OutOfMemoryError Traceback (most recent call last)

in <cell line: 3>() 1 # Initialize NeMo MSDD diarization model 2 msdd_model = NeuralDiarizer(cfg=create_config(temp_path)).to("cuda") ----> 3 msdd_model.diarize() 4 5 del msdd_model

8 frames

/usr/local/lib/python3.10/dist-packages/nemo/collections/asr/parts/utils/offline_clustering.py in getKneighborsConnections(affinity_mat, p_value, mask_method) 325 dim = affinity_mat.shape 326 binarized_affinity_mat = torch.zeros_like(affinity_mat).half() --> 327 sorted_matrix = torch.argsort(affinity_mat, dim=1, descending=True)[:, :p_value] 328 binarized_affinity_mat[sorted_matrix.T, torch.arange(affinity_mat.shape[0])] = ( 329 torch.ones(1).to(affinity_mat.device).half()

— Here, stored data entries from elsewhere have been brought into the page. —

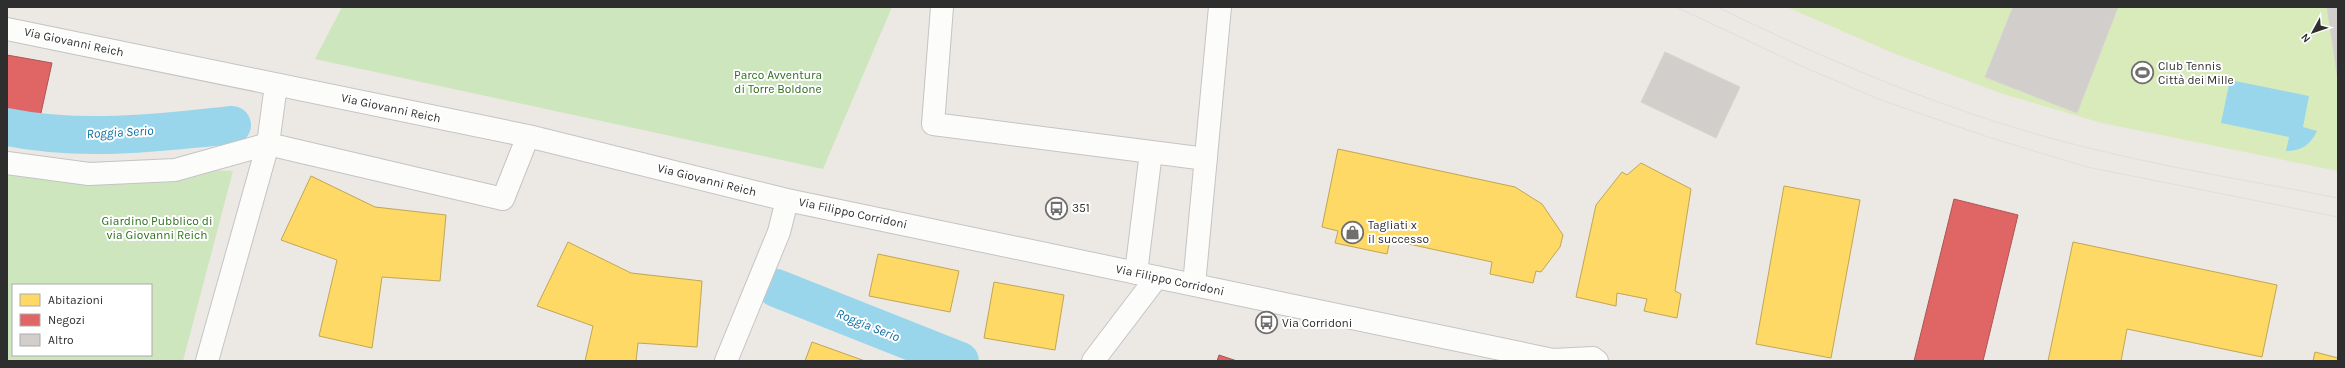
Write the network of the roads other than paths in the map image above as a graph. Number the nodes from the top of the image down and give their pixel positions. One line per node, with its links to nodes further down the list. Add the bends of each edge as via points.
1 (942, 7): 7 (street, via 933,124)
2 (1220, 7): 8 (street)
3 (7, 29): 4 (street, Via Giovanni Reich)
4 (276, 85): 5 (street, Via Giovanni Reich); 6 (street)
5 (528, 136): 6 (street, via 503,199); 10 (street, Via Giovanni Reich)
6 (268, 144): 9 (street, via 175,170 89,174); 14 (street)
7 (1151, 152): 8 (street); 11 (street)
8 (1206, 159): 13 (street)
9 (7, 163)
10 (780, 198): 11 (street, Via Filippo Corridoni); 15 (street, Via Filippo Corridoni, via 779,232)
11 (1136, 273): 12 (street, Via Filippo Corridoni)
12 (1157, 277): 13 (street, Via Filippo Corridoni); 16 (street)
13 (1194, 285): 17 (street, Via Filippo Corridoni)
14 (207, 361)
15 (726, 361)
16 (1094, 361)
17 (1553, 361): 18 (street, Via Filippo Corridoni, via 1593,358)
18 (1597, 361)

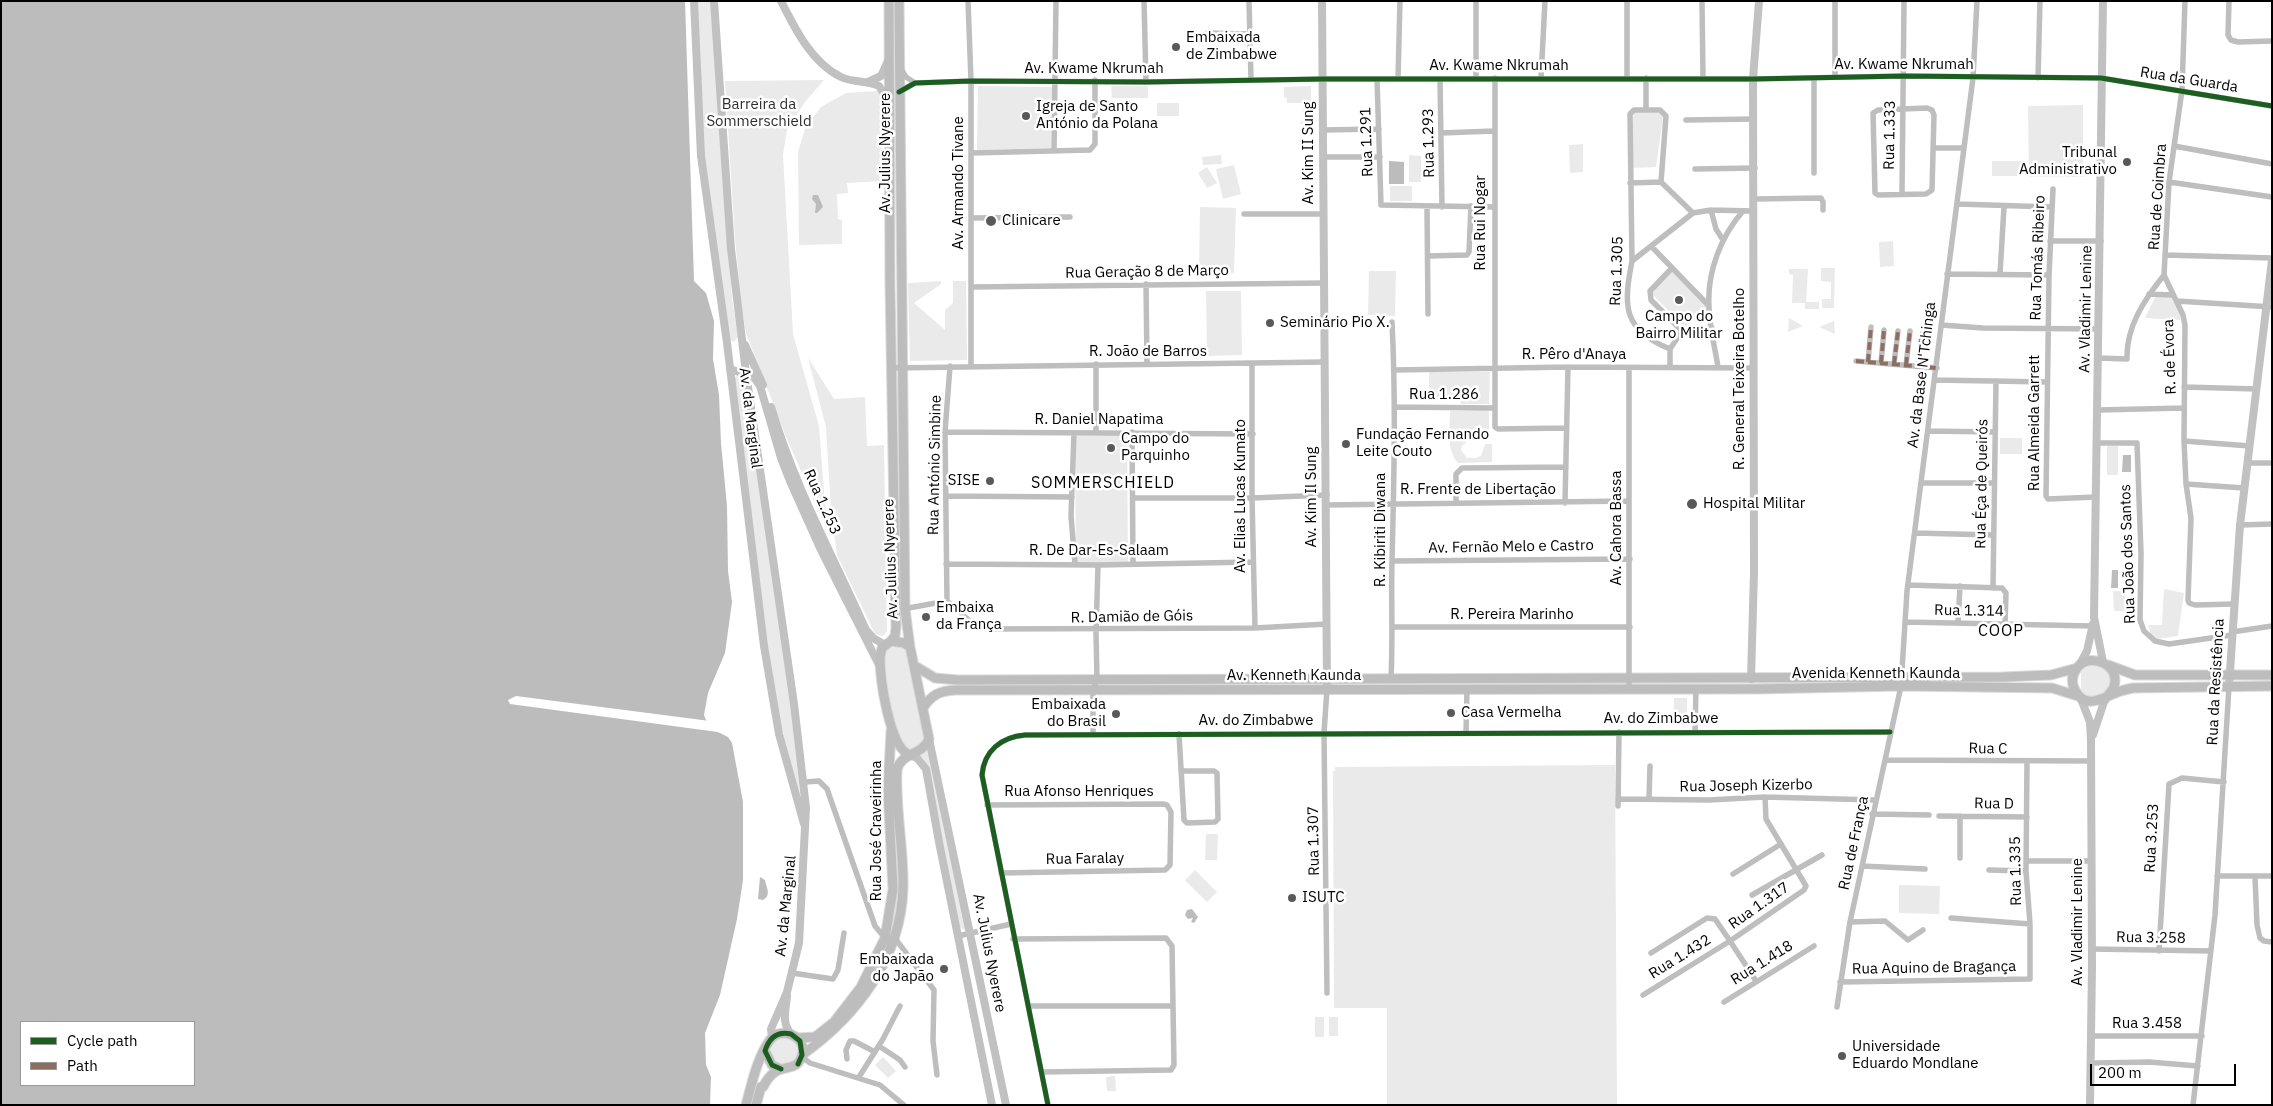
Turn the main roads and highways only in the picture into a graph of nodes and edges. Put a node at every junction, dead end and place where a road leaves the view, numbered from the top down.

OutOfMemoryError: CUDA out of memory. Tried to allocate 4.08 GiB (GPU 0; 14.75 GiB total capacity; 9.05 GiB already allocated; 4.06 GiB free; 9.29 GiB reserved in total by PyTorch) If reserved memory is >> allocated memory try setting max_split_size_mb to avoid fragmentation. See documentation for Memory Management and PYTORCH_CUDA_ALLOC_CONF

TheGermanEngie commented 1 year ago

I suppose I'm just using too big of an audio source file for the free version of colab. My error.